My wife and I traveled to Uganda to work with YOFAFO for our honeymoon. We had an incredibly memorable experience spending time with the students we sponsor who attend a YOFAFO school, Hopeland High School. Our stay at the YOFAFO volunteer headquarters with Valence and his family was wonderful – I still dream about the homecooked meals we enjoyed each night! This trip was such a great way to bond with my wife and give back to a non-profit that is doing amazing things for their community.

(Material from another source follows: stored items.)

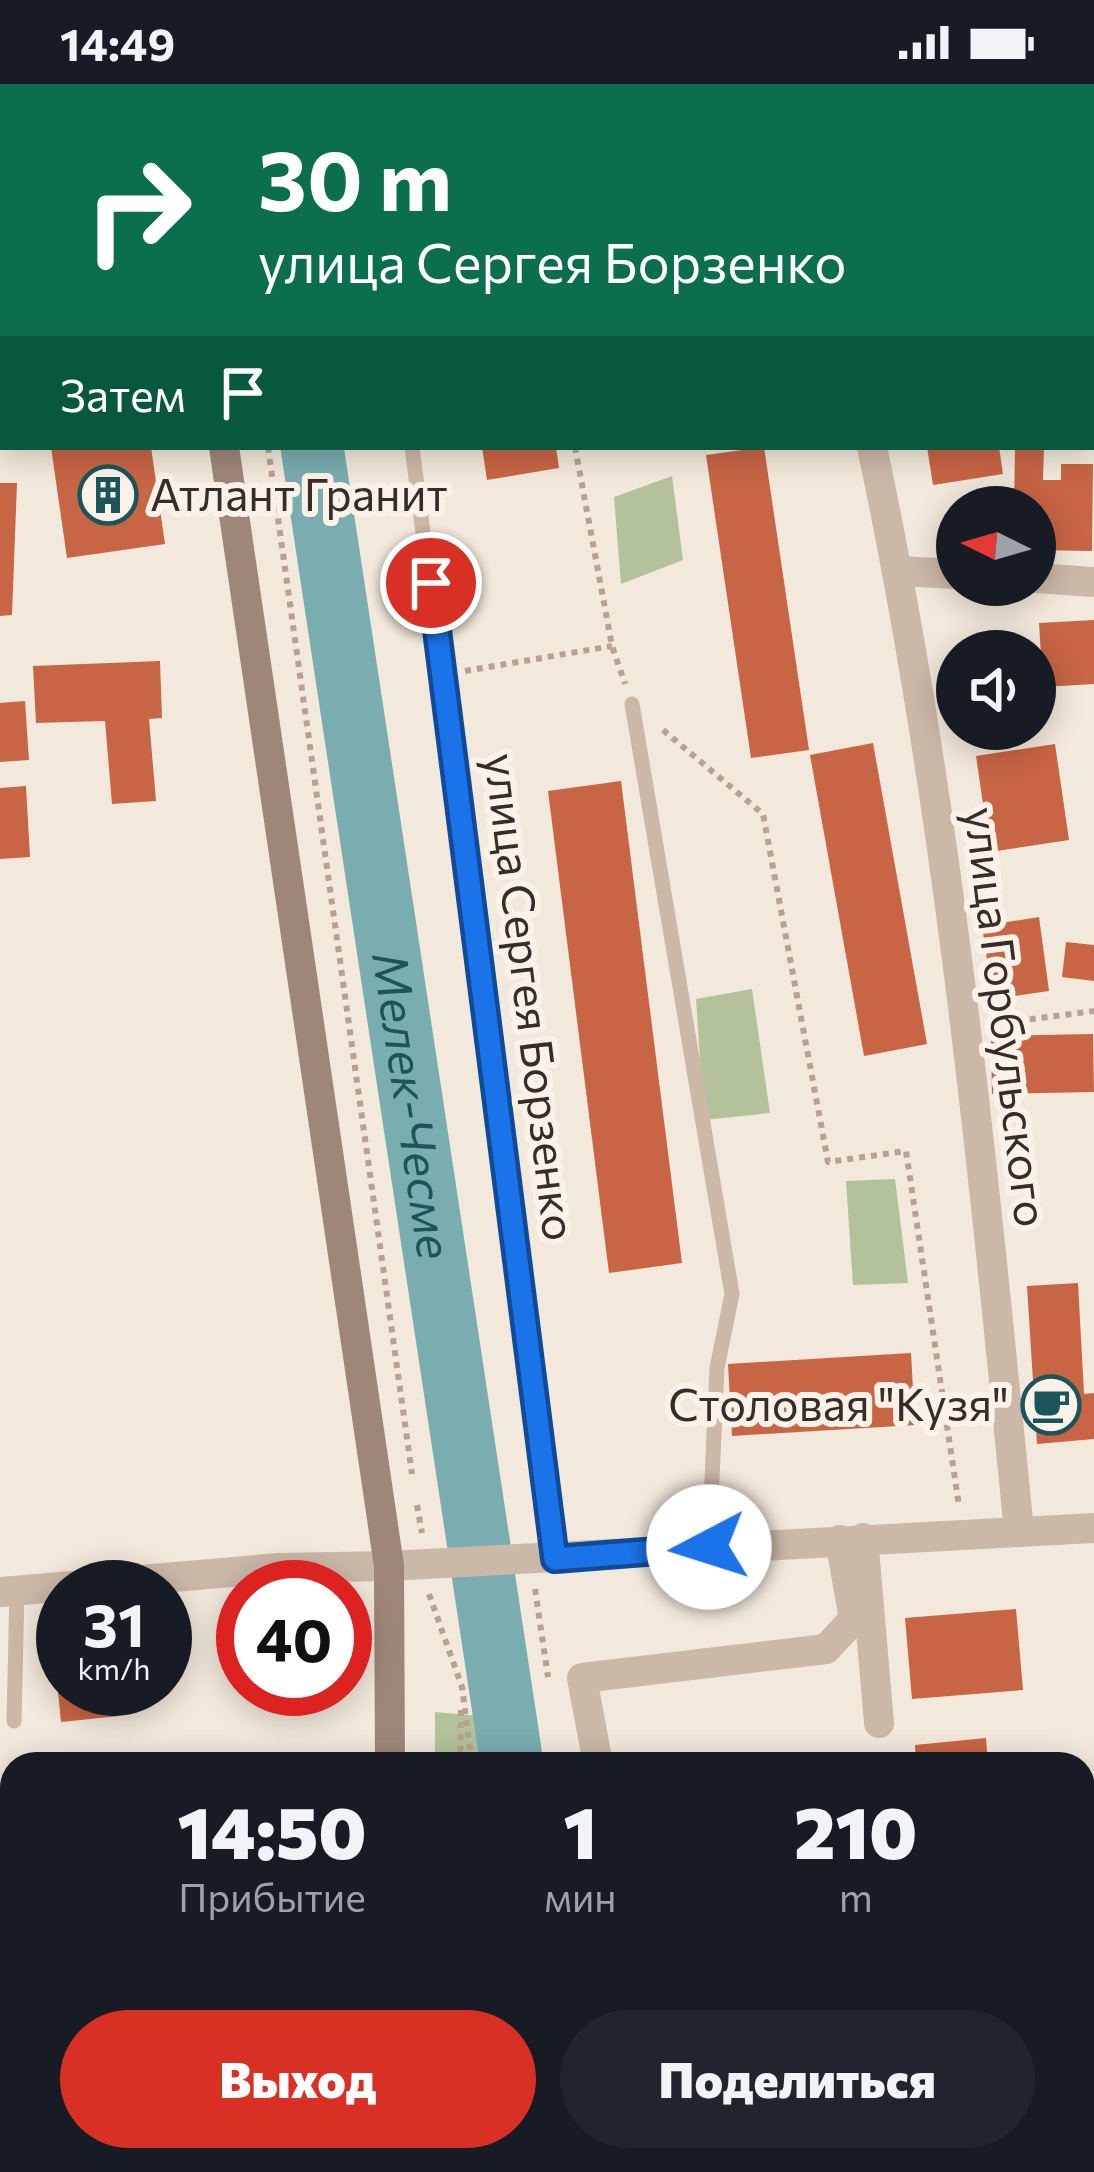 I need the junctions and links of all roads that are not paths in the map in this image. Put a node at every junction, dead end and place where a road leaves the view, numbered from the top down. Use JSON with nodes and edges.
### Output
{"nodes":[{"id":1,"x":224,"y":450,"type":"edge"},
{"id":2,"x":412,"y":450,"type":"edge"},
{"id":3,"x":873,"y":450,"type":"edge"},
{"id":4,"x":898,"y":571,"type":"junction"},
{"id":5,"x":936,"y":573,"type":"edge"},
{"id":6,"x":1056,"y":579,"type":"edge"},
{"id":7,"x":1094,"y":582,"type":"edge"},
{"id":8,"x":632,"y":704,"type":"road end"},
{"id":9,"x":1094,"y":1528,"type":"edge"},
{"id":10,"x":1019,"y":1531,"type":"junction"},
{"id":11,"x":851,"y":1539,"type":"junction"},
{"id":12,"x":709,"y":1547,"type":"junction"},
{"id":13,"x":543,"y":1560,"type":"junction"},
{"id":14,"x":389,"y":1566,"type":"junction"},
{"id":15,"x":9,"y":1592,"type":"edge"},
{"id":16,"x":862,"y":1618,"type":"junction"},
{"id":17,"x":14,"y":1721,"type":"dead end"},
{"id":18,"x":879,"y":1723,"type":"dead end"},
{"id":19,"x":390,"y":1752,"type":"edge"},
{"id":20,"x":596,"y":1752,"type":"edge"}],
"edges":[{"from":1,"to":14,"type":"main road"},
{"from":2,"to":13,"type":"lane","name":"улица Сергея Борзенко"},
{"from":3,"to":4,"type":"street","name":"улица Горбульского"},
{"from":4,"to":5,"type":"street"},
{"from":4,"to":10,"type":"street","name":"улица Горбульского"},
{"from":6,"to":7,"type":"street"},
{"from":8,"to":12,"type":"lane"},
{"from":9,"to":10,"type":"street"},
{"from":10,"to":11,"type":"street"},
{"from":11,"to":12,"type":"street"},
{"from":11,"to":16,"type":"street"},
{"from":12,"to":13,"type":"street"},
{"from":13,"to":14,"type":"street"},
{"from":14,"to":15,"type":"street"},
{"from":14,"to":19,"type":"main road"},
{"from":15,"to":17,"type":"lane"},
{"from":16,"to":18,"type":"street"},
{"from":16,"to":20,"type":"street"}]} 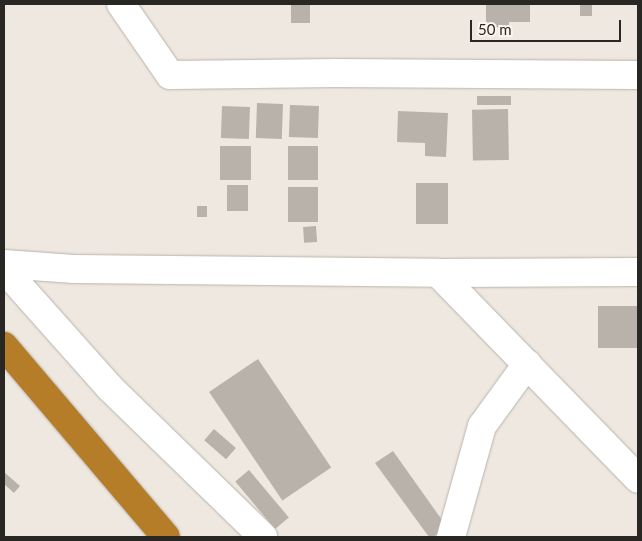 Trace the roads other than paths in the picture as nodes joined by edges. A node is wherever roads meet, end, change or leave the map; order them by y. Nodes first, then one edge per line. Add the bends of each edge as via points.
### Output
1 (121, 4) edge
2 (638, 75) edge
3 (4, 264) edge
4 (4, 269) edge
5 (638, 272) edge
6 (438, 273) junction
7 (4, 346) edge
8 (527, 364) junction
9 (638, 479) edge
10 (166, 537) edge
11 (263, 537) edge
12 (451, 537) edge

1 - 2 street via 170,75
3 - 6 street via 74,269
4 - 11 street via 109,387
5 - 6 street
6 - 8 street
7 - 10 highway
8 - 9 street
8 - 12 street via 482,426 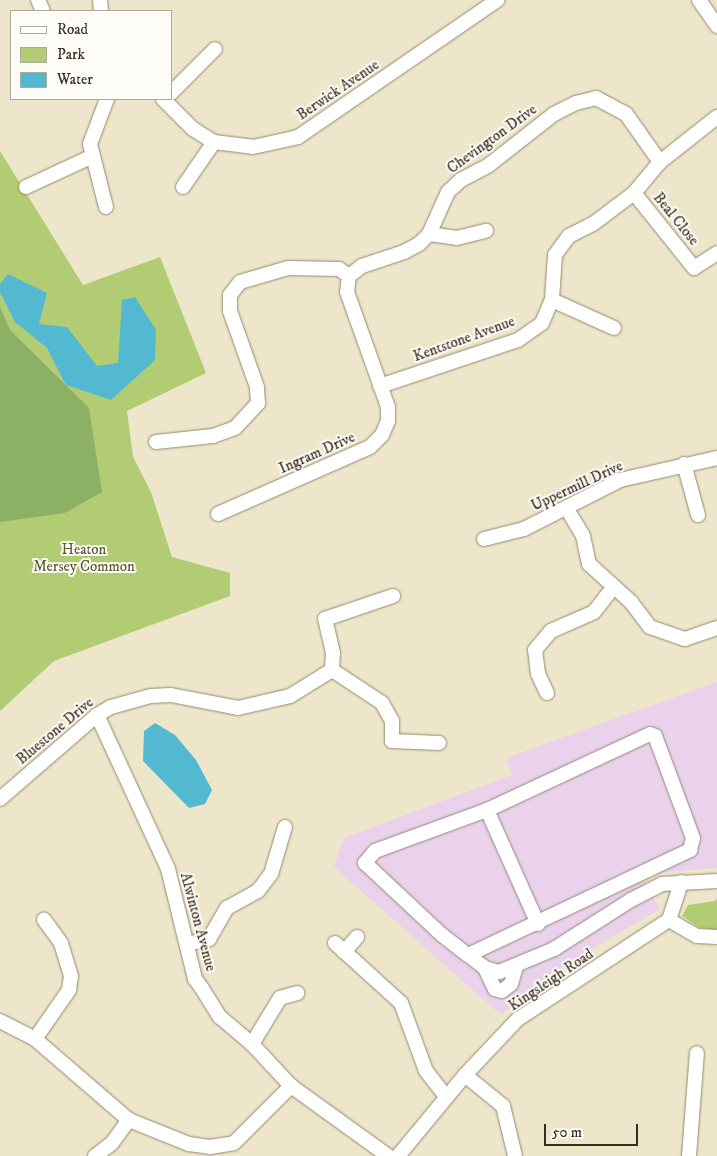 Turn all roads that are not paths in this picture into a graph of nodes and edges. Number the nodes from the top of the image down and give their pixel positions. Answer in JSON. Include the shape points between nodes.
{"nodes":[{"id":1,"x":498,"y":0,"type":"edge"},
{"id":2,"x":699,"y":0,"type":"edge"},
{"id":3,"x":717,"y":26,"type":"edge"},
{"id":4,"x":215,"y":49,"type":"dead end"},
{"id":5,"x":172,"y":92,"type":"edge"},
{"id":6,"x":106,"y":100,"type":"edge"},
{"id":7,"x":168,"y":100,"type":"edge"},
{"id":8,"x":717,"y":116,"type":"edge"},
{"id":9,"x":214,"y":142,"type":"junction"},
{"id":10,"x":92,"y":156,"type":"junction"},
{"id":11,"x":660,"y":162,"type":"junction"},
{"id":12,"x":26,"y":187,"type":"dead end"},
{"id":13,"x":183,"y":187,"type":"dead end"},
{"id":14,"x":634,"y":193,"type":"junction"},
{"id":15,"x":106,"y":207,"type":"dead end"},
{"id":16,"x":486,"y":231,"type":"dead end"},
{"id":17,"x":429,"y":234,"type":"junction"},
{"id":18,"x":717,"y":253,"type":"edge"},
{"id":19,"x":349,"y":276,"type":"junction"},
{"id":20,"x":552,"y":300,"type":"junction"},
{"id":21,"x":614,"y":328,"type":"dead end"},
{"id":22,"x":380,"y":386,"type":"junction"},
{"id":23,"x":156,"y":442,"type":"dead end"},
{"id":24,"x":717,"y":458,"type":"edge"},
{"id":25,"x":684,"y":464,"type":"junction"},
{"id":26,"x":568,"y":509,"type":"junction"},
{"id":27,"x":218,"y":514,"type":"dead end"},
{"id":28,"x":698,"y":515,"type":"dead end"},
{"id":29,"x":484,"y":539,"type":"dead end"},
{"id":30,"x":613,"y":588,"type":"junction"},
{"id":31,"x":393,"y":596,"type":"dead end"},
{"id":32,"x":717,"y":628,"type":"edge"},
{"id":33,"x":332,"y":670,"type":"junction"},
{"id":34,"x":547,"y":693,"type":"dead end"},
{"id":35,"x":97,"y":715,"type":"junction"},
{"id":36,"x":439,"y":743,"type":"dead end"},
{"id":37,"x":0,"y":799,"type":"edge"},
{"id":38,"x":487,"y":810,"type":"junction"},
{"id":39,"x":285,"y":827,"type":"dead end"},
{"id":40,"x":717,"y":881,"type":"edge"},
{"id":41,"x":681,"y":882,"type":"junction"},
{"id":42,"x":44,"y":920,"type":"dead end"},
{"id":43,"x":669,"y":920,"type":"junction"},
{"id":44,"x":538,"y":924,"type":"junction"},
{"id":45,"x":358,"y":937,"type":"dead end"},
{"id":46,"x":717,"y":937,"type":"edge"},
{"id":47,"x":187,"y":944,"type":"junction"},
{"id":48,"x":468,"y":955,"type":"junction"},
{"id":49,"x":516,"y":966,"type":"junction"},
{"id":50,"x":485,"y":968,"type":"junction"},
{"id":51,"x":297,"y":993,"type":"dead end"},
{"id":52,"x":0,"y":1021,"type":"edge"},
{"id":53,"x":35,"y":1039,"type":"junction"},
{"id":54,"x":252,"y":1044,"type":"junction"},
{"id":55,"x":697,"y":1053,"type":"dead end"},
{"id":56,"x":465,"y":1075,"type":"junction"},
{"id":57,"x":291,"y":1086,"type":"junction"},
{"id":58,"x":446,"y":1097,"type":"junction"},
{"id":59,"x":129,"y":1120,"type":"junction"},
{"id":60,"x":95,"y":1156,"type":"edge"},
{"id":61,"x":388,"y":1156,"type":"edge"},
{"id":62,"x":398,"y":1156,"type":"edge"},
{"id":63,"x":515,"y":1156,"type":"edge"},
{"id":64,"x":688,"y":1156,"type":"edge"}],
"edges":[{"from":1,"to":9,"type":"street","name":"Berwick Avenue","via":[[298,137],[253,147]]},
{"from":2,"to":3,"type":"street"},
{"from":4,"to":5,"type":"street"},
{"from":6,"to":10,"type":"street","via":[[90,144]]},
{"from":7,"to":9,"type":"street","name":"Berwick Avenue","via":[[193,129]]},
{"from":8,"to":11,"type":"street","name":"Kentstone Avenue"},
{"from":9,"to":13,"type":"street"},
{"from":10,"to":12,"type":"street"},
{"from":10,"to":15,"type":"street"},
{"from":11,"to":14,"type":"street","name":"Kentstone Avenue"},
{"from":11,"to":17,"type":"street","name":"Chevington Drive","via":[[626,114],[596,98],[576,102],[554,114],[488,166],[461,180],[448,192]]},
{"from":14,"to":18,"type":"street","name":"Beal Close","via":[[694,268]]},
{"from":14,"to":20,"type":"street","name":"Kentstone Avenue","via":[[565,242],[555,255]]},
{"from":16,"to":17,"type":"street","via":[[457,238]]},
{"from":17,"to":19,"type":"street","name":"Chevington Drive","via":[[404,252],[362,266]]},
{"from":19,"to":22,"type":"street","name":"Ingram Drive","via":[[347,292]]},
{"from":19,"to":23,"type":"street","via":[[339,269],[288,268],[240,282],[230,295],[230,312],[256,387],[258,403],[235,428],[213,436]]},
{"from":20,"to":21,"type":"street"},
{"from":20,"to":22,"type":"street","name":"Kentstone Avenue","via":[[542,323],[518,340]]},
{"from":22,"to":27,"type":"street","name":"Ingram Drive","via":[[388,407],[388,421],[382,435],[370,447]]},
{"from":24,"to":25,"type":"street","name":"Uppermill Drive"},
{"from":25,"to":26,"type":"street","name":"Uppermill Drive","via":[[620,480]]},
{"from":25,"to":28,"type":"street"},
{"from":26,"to":29,"type":"street","name":"Uppermill Drive","via":[[524,529]]},
{"from":26,"to":30,"type":"street","via":[[583,536],[589,564]]},
{"from":30,"to":32,"type":"street","via":[[631,602],[650,627],[657,630],[685,639]]},
{"from":30,"to":34,"type":"street","via":[[594,612],[551,631],[535,650],[538,674]]},
{"from":31,"to":33,"type":"street","via":[[325,619],[334,653]]},
{"from":33,"to":35,"type":"street","name":"Bluestone Drive","via":[[290,696],[257,705],[238,708],[171,695],[151,696],[111,707]]},
{"from":33,"to":36,"type":"street","via":[[382,703],[392,721],[392,741]]},
{"from":35,"to":37,"type":"street","name":"Bluestone Drive"},
{"from":35,"to":47,"type":"street","name":"Alwinton Avenue","via":[[168,869]]},
{"from":38,"to":44,"type":"street"},
{"from":38,"to":44,"type":"street","via":[[650,734],[655,736],[693,846],[686,853]]},
{"from":38,"to":48,"type":"street","via":[[375,851],[365,863]]},
{"from":39,"to":47,"type":"street","via":[[271,874],[258,891],[227,908],[209,939]]},
{"from":40,"to":41,"type":"street"},
{"from":41,"to":43,"type":"street"},
{"from":41,"to":49,"type":"street","via":[[662,884],[554,949]]},
{"from":42,"to":53,"type":"street","via":[[61,943],[71,976],[69,990]]},
{"from":43,"to":46,"type":"street","via":[[697,936]]},
{"from":43,"to":56,"type":"street","name":"Kingsleigh Road","via":[[518,1019]]},
{"from":44,"to":48,"type":"street"},
{"from":45,"to":58,"type":"street","via":[[340,948],[401,1003],[426,1071]]},
{"from":47,"to":54,"type":"street","name":"Alwinton Avenue","via":[[200,987],[220,1016]]},
{"from":48,"to":50,"type":"street"},
{"from":49,"to":50,"type":"street","via":[[499,972]]},
{"from":49,"to":50,"type":"street","via":[[511,984],[502,991],[495,989]]},
{"from":51,"to":54,"type":"street","via":[[280,998]]},
{"from":52,"to":53,"type":"street"},
{"from":53,"to":59,"type":"street"},
{"from":54,"to":57,"type":"street","name":"Alwinton Avenue"},
{"from":55,"to":64,"type":"street"},
{"from":56,"to":58,"type":"street","name":"Kingsleigh Road"},
{"from":56,"to":63,"type":"street","via":[[503,1106]]},
{"from":57,"to":59,"type":"street","via":[[234,1142],[210,1147],[189,1144]]},
{"from":57,"to":61,"type":"street","name":"Alwinton Avenue"},
{"from":58,"to":62,"type":"street","name":"Kingsleigh Road"},
{"from":59,"to":60,"type":"street","via":[[112,1143]]}]}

I traveled to Uganda to teach at a YOFAFO school (Hopeland Primary School) in 2013. I stayed in the volunteer quarters in Lugazi, with Valence (founder of YOFAFO) and his family staying at their home right beside us. I taught students in primary 5-7 (equivalent to 6th-8th grade in the US). My experience with the students was one of the most memorable of my life. I brought my laptop, and for most students it was their first time touching a computer. We studied, learned new material, talked, made music videos, sang under the trees outside the school, played soccer in the cow pasture; it was like a wonderful dream. At risk of sounding cliche, I left Uganda as a very different person – more full of life and appreciative of every experience I am offered. I was able to bring so much to my classroom in America and I feel like a different, and better teacher. I returned to stay with Valence with my husband after we were married, and after three years the students called my name when I came back to their classrooms – it was so emotional and I carry their faces in my memory always!